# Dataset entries
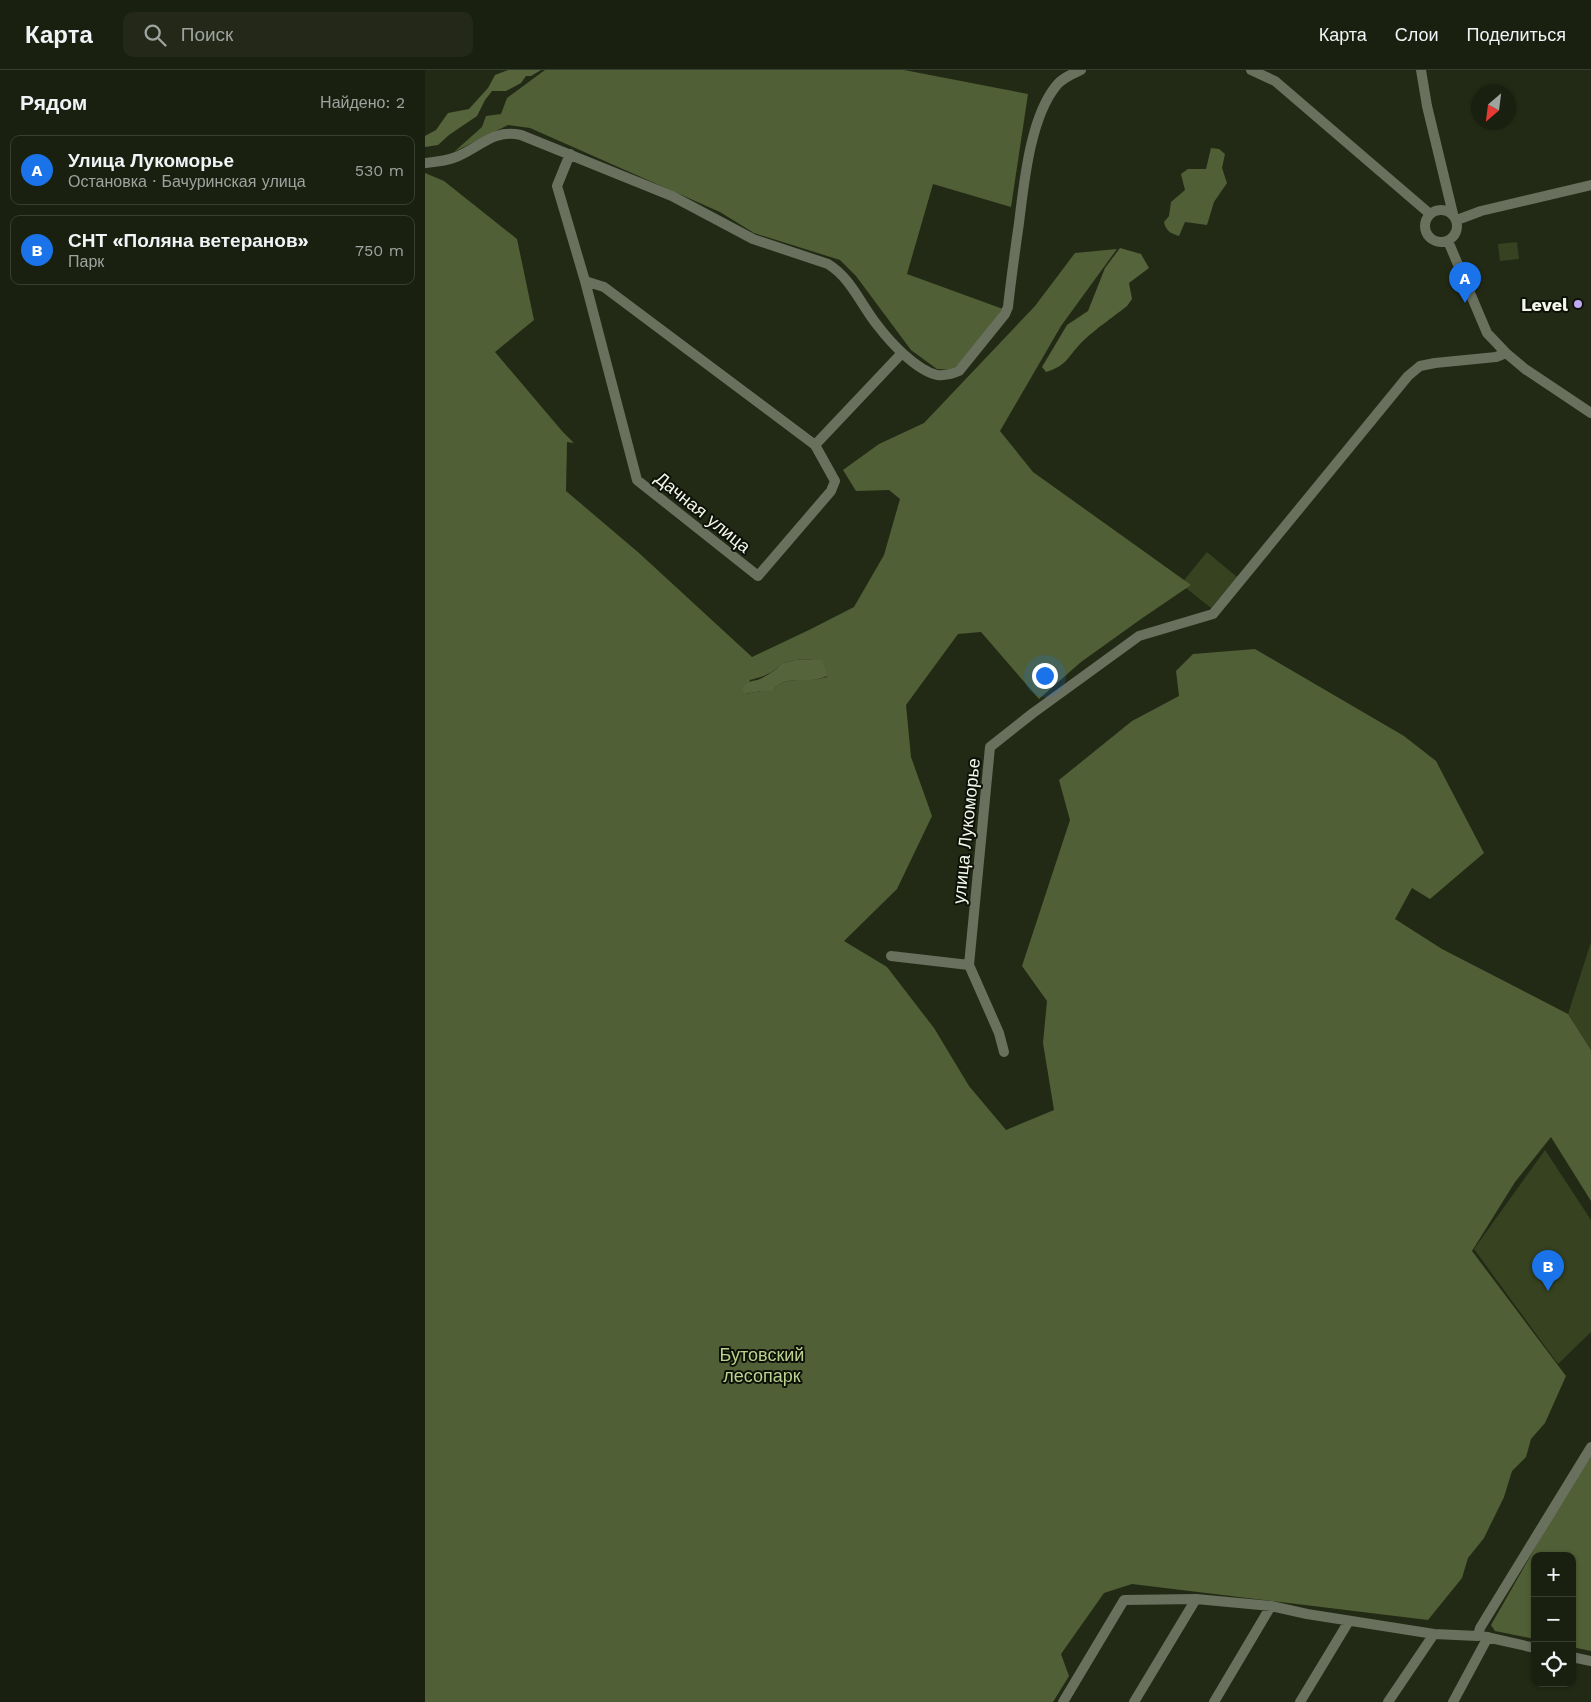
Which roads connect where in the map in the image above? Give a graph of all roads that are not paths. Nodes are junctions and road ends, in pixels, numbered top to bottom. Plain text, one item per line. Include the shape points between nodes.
1 (1081, 70) edge
2 (1251, 70) edge
3 (1421, 70) edge
4 (570, 154) junction
5 (425, 163) edge
6 (1591, 186) edge
7 (1430, 214) junction
8 (1455, 217) junction
9 (1448, 241) junction
10 (585, 281) junction
11 (902, 352) junction
12 (1506, 354) junction
13 (1591, 413) edge
14 (815, 445) junction
15 (891, 956) dead end
16 (969, 966) junction
17 (1004, 1052) dead end
18 (1591, 1446) edge
19 (1196, 1599) junction
20 (1271, 1606) junction
21 (1349, 1621) junction
22 (1434, 1634) junction
23 (1483, 1636) junction
24 (1531, 1647) edge
25 (1576, 1658) edge
26 (1591, 1661) edge
27 (1063, 1702) edge
28 (1134, 1702) edge
29 (1214, 1702) edge
30 (1300, 1702) edge
31 (1388, 1702) edge
32 (1453, 1702) edge

1 - 11 street via 1057,84 1050,94 1031,143 1008,307 1001,322 959,371 949,375 924,369
2 - 7 street via 1275,81
3 - 8 street via 1432,131
4 - 5 street via 510,133 500,134 456,157
4 - 10 street, Дачная улица via 557,186
4 - 11 street via 672,196 753,239 837,269 878,326
6 - 8 street
7 - 8 street via 1441,210
7 - 9 street via 1426,232 1435,241
8 - 9 street via 1457,232
9 - 12 street via 1487,333
10 - 14 street, Дачная улица via 604,287
10 - 14 street, Дачная улица via 637,480 758,576 831,491 835,481
11 - 14 street
12 - 13 street
12 - 16 street, улица Лукоморье via 1420,366 1408,376 1213,614 1139,636 991,747
15 - 16 street
16 - 17 street, улица Лукоморье via 999,1033
18 - 23 street via 1480,1628
19 - 20 street
19 - 27 street via 1125,1600
19 - 28 street
20 - 21 street
20 - 29 street
21 - 22 street
21 - 30 street
22 - 23 street
22 - 31 street
23 - 24 street
23 - 32 street
25 - 26 street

# WHAT IS NEEDED
Reprint each of the records exactly and skip the images.

# RESULT OF THE TASK
Which roads connect where in the map in the image above? Give a graph of all roads that are not paths. Nodes are junctions and road ends, in pixels, numbered top to bottom. Plain text, one item per line. Include the shape points between nodes.
1 (1081, 70) edge
2 (1251, 70) edge
3 (1421, 70) edge
4 (570, 154) junction
5 (425, 163) edge
6 (1591, 186) edge
7 (1430, 214) junction
8 (1455, 217) junction
9 (1448, 241) junction
10 (585, 281) junction
11 (902, 352) junction
12 (1506, 354) junction
13 (1591, 413) edge
14 (815, 445) junction
15 (891, 956) dead end
16 (969, 966) junction
17 (1004, 1052) dead end
18 (1591, 1446) edge
19 (1196, 1599) junction
20 (1271, 1606) junction
21 (1349, 1621) junction
22 (1434, 1634) junction
23 (1483, 1636) junction
24 (1531, 1647) edge
25 (1576, 1658) edge
26 (1591, 1661) edge
27 (1063, 1702) edge
28 (1134, 1702) edge
29 (1214, 1702) edge
30 (1300, 1702) edge
31 (1388, 1702) edge
32 (1453, 1702) edge

1 - 11 street via 1057,84 1050,94 1031,143 1008,307 1001,322 959,371 949,375 924,369
2 - 7 street via 1275,81
3 - 8 street via 1432,131
4 - 5 street via 510,133 500,134 456,157
4 - 10 street, Дачная улица via 557,186
4 - 11 street via 672,196 753,239 837,269 878,326
6 - 8 street
7 - 8 street via 1441,210
7 - 9 street via 1426,232 1435,241
8 - 9 street via 1457,232
9 - 12 street via 1487,333
10 - 14 street, Дачная улица via 604,287
10 - 14 street, Дачная улица via 637,480 758,576 831,491 835,481
11 - 14 street
12 - 13 street
12 - 16 street, улица Лукоморье via 1420,366 1408,376 1213,614 1139,636 991,747
15 - 16 street
16 - 17 street, улица Лукоморье via 999,1033
18 - 23 street via 1480,1628
19 - 20 street
19 - 27 street via 1125,1600
19 - 28 street
20 - 21 street
20 - 29 street
21 - 22 street
21 - 30 street
22 - 23 street
22 - 31 street
23 - 24 street
23 - 32 street
25 - 26 street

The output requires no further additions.